Astragaloside IV attenuates high-glucose-Induced peritoneal fibrosis via modulation of the ENKUR/PI3K/Akt signalling pathway

This study aimed to explore the mechanisms by which Astragaloside IV (AS-IV), a major bioactive component of Astragalus membranaceus, mitigates high-glucose-induced peritoneal fibrosis (PF) in peritoneal dialysis (PD). Using both in vivo (uremic rat model) and in vitro (human peritoneal mesothelial cells) approaches, we observed that AS-IV treatment was associated with a significant attenuation of PF. This effect was mediated through the inhibition of epithelial-mesenchymal transition (EMT) and fibrosis.

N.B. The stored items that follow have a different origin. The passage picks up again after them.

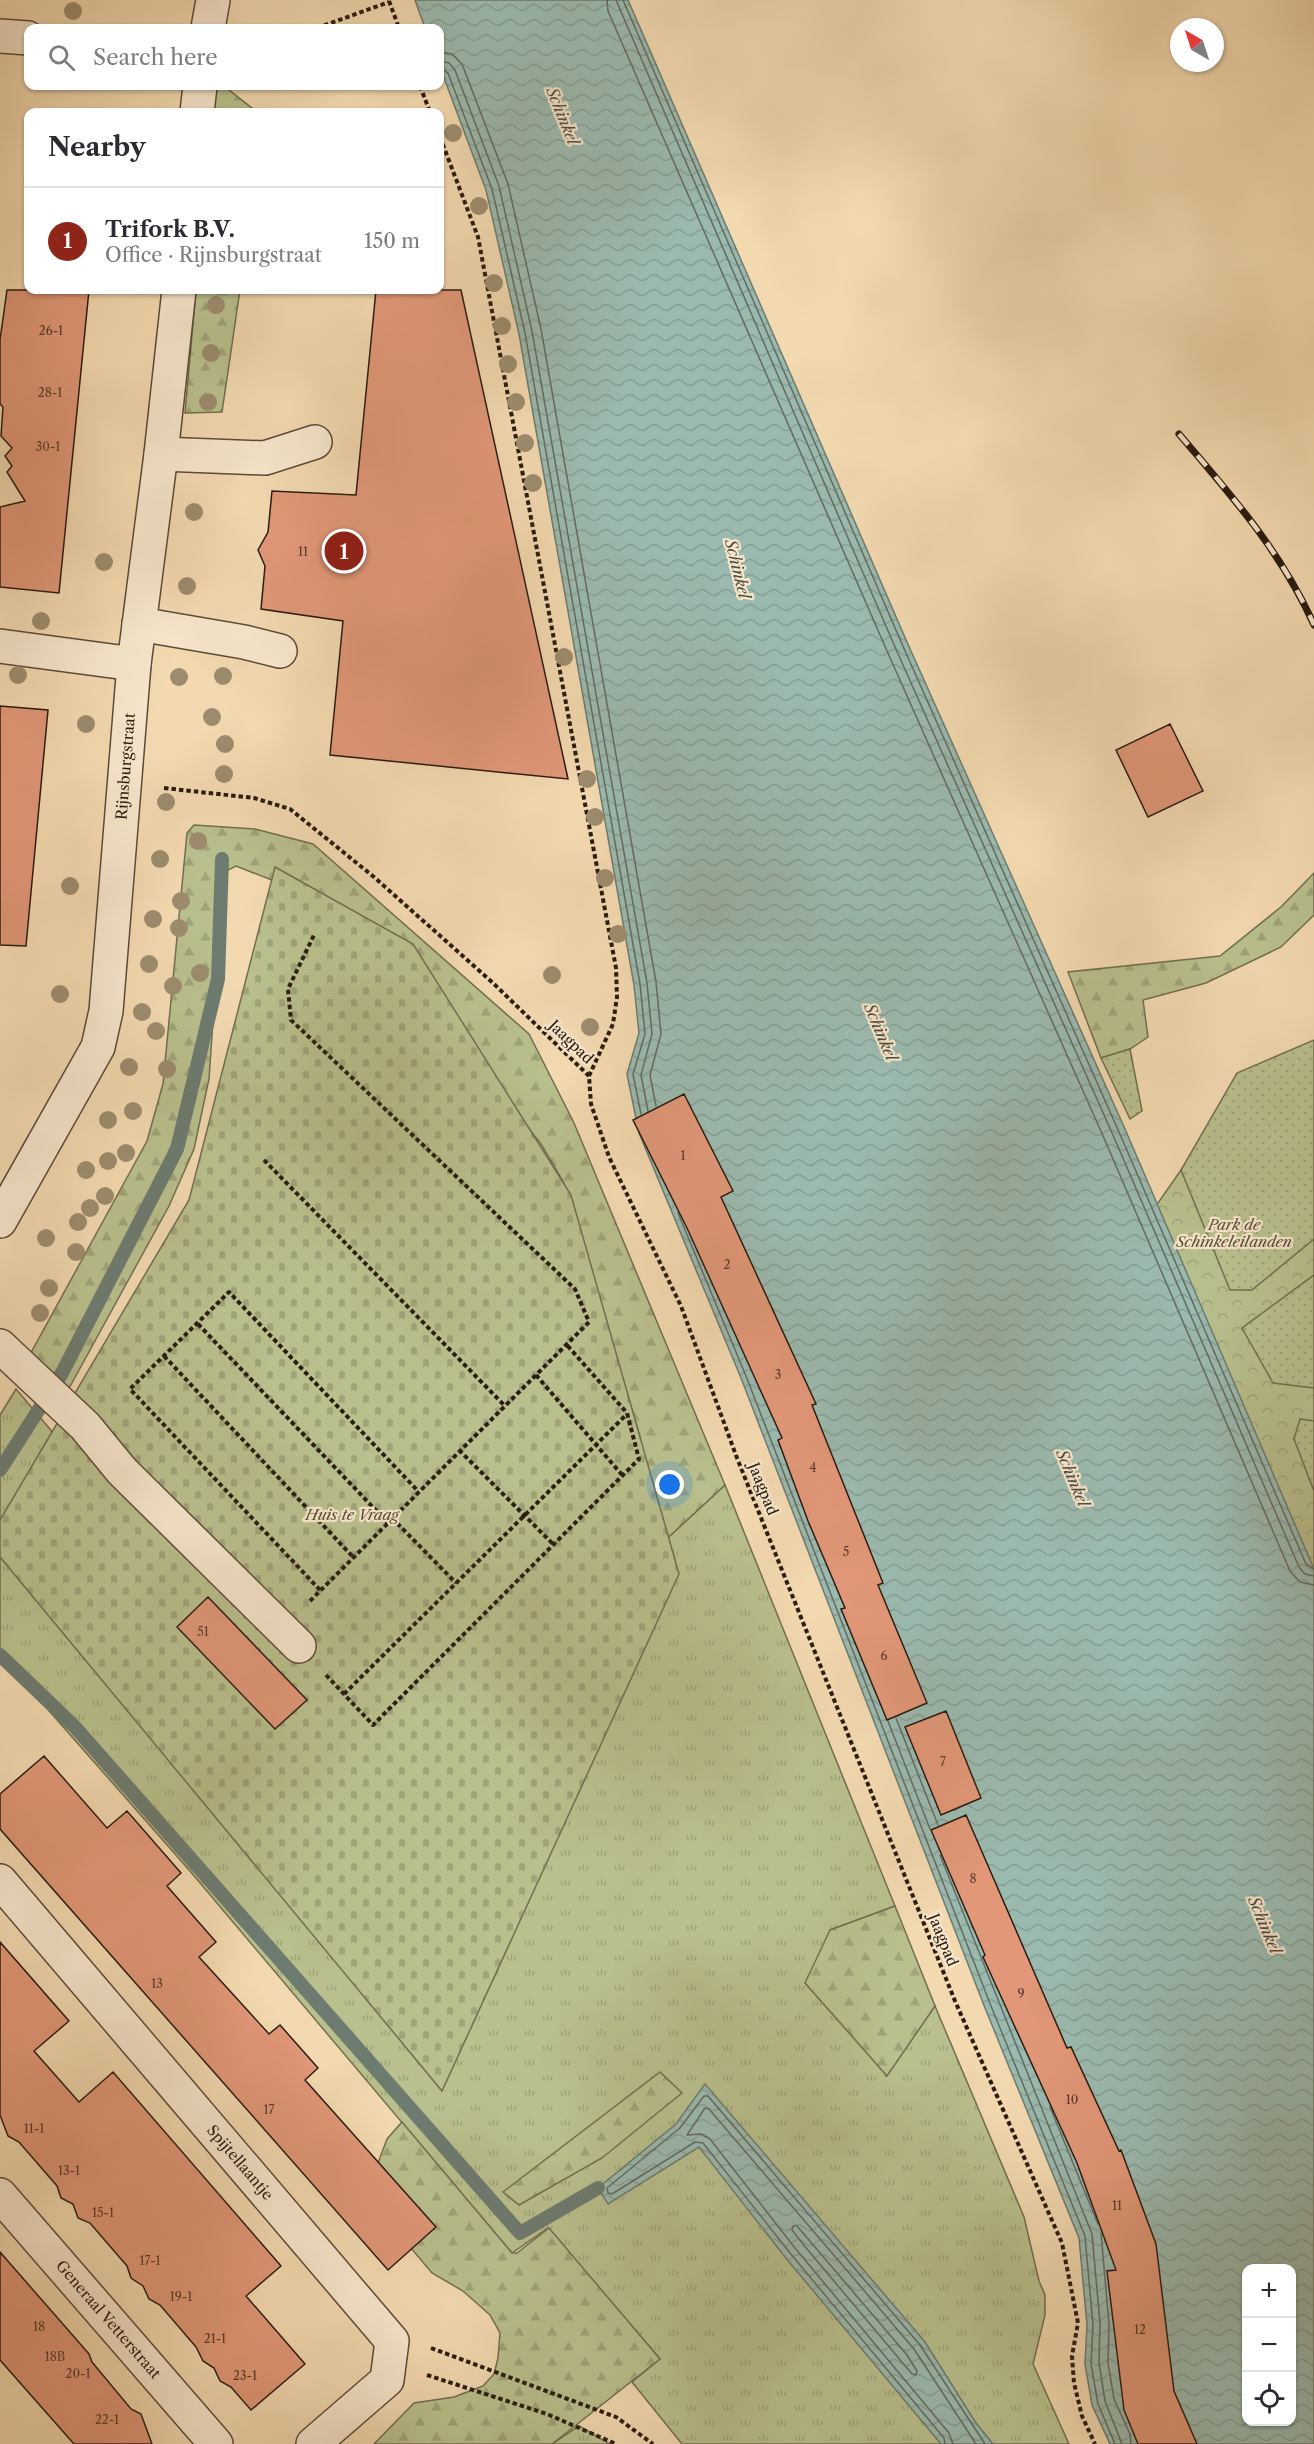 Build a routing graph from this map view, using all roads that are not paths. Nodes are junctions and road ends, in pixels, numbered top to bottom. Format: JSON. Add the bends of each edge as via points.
{"nodes":[{"id":1,"x":213,"y":0,"type":"edge"},
{"id":2,"x":209,"y":24,"type":"edge"},
{"id":3,"x":0,"y":36,"type":"edge"},
{"id":4,"x":24,"y":38,"type":"edge"},
{"id":5,"x":200,"y":90,"type":"edge"},
{"id":6,"x":197,"y":108,"type":"edge"},
{"id":7,"x":178,"y":294,"type":"edge"},
{"id":8,"x":315,"y":442,"type":"dead end"},
{"id":9,"x":161,"y":454,"type":"junction"},
{"id":10,"x":139,"y":624,"type":"junction"},
{"id":11,"x":0,"y":646,"type":"edge"},
{"id":12,"x":280,"y":651,"type":"dead end"},
{"id":13,"x":134,"y":664,"type":"junction"},
{"id":14,"x":0,"y":1221,"type":"edge"},
{"id":15,"x":11,"y":1358,"type":"edge"},
{"id":16,"x":290,"y":1637,"type":"road end"},
{"id":17,"x":0,"y":1881,"type":"edge"},
{"id":18,"x":0,"y":2195,"type":"edge"},
{"id":19,"x":216,"y":2444,"type":"edge"},
{"id":20,"x":313,"y":2444,"type":"edge"}],
"edges":[{"from":1,"to":2,"type":"street"},
{"from":3,"to":4,"type":"street"},
{"from":5,"to":6,"type":"street"},
{"from":7,"to":9,"type":"street","name":"Rijnsburgstraat"},
{"from":8,"to":9,"type":"street","via":[[265,458]]},
{"from":9,"to":10,"type":"street","name":"Rijnsburgstraat"},
{"from":10,"to":12,"type":"street"},
{"from":10,"to":13,"type":"street","name":"Rijnsburgstraat"},
{"from":11,"to":13,"type":"street"},
{"from":13,"to":14,"type":"street","name":"Rijnsburgstraat","via":[[106,1011],[98,1047]]},
{"from":15,"to":16,"type":"street","via":[[85,1425],[122,1471]]},
{"from":17,"to":20,"type":"street","name":"Spijtellaantje","via":[[392,2341],[387,2380]]},
{"from":18,"to":19,"type":"street","name":"Generaal Vetterstraat"}]}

In vivo, AS-IV reduced extracellular matrix deposition and collagen accumulation, downregulated EMT and fibrosis markers (α-SMA, collagen IV), and restored E-cadherin levels. Notably, these changes correlated with the downregulation of ENKUR, pPI3K, and pAkt. The in vitro results corroborated these findings, showing that AS-IV suppressed EMT without cytotoxic effects. Our data indicate that AS-IV may exert antifibrotic effects via modulation of the ENKUR/PI3K/Akt signaling pathway, suggesting a potential target for the prevention of PF.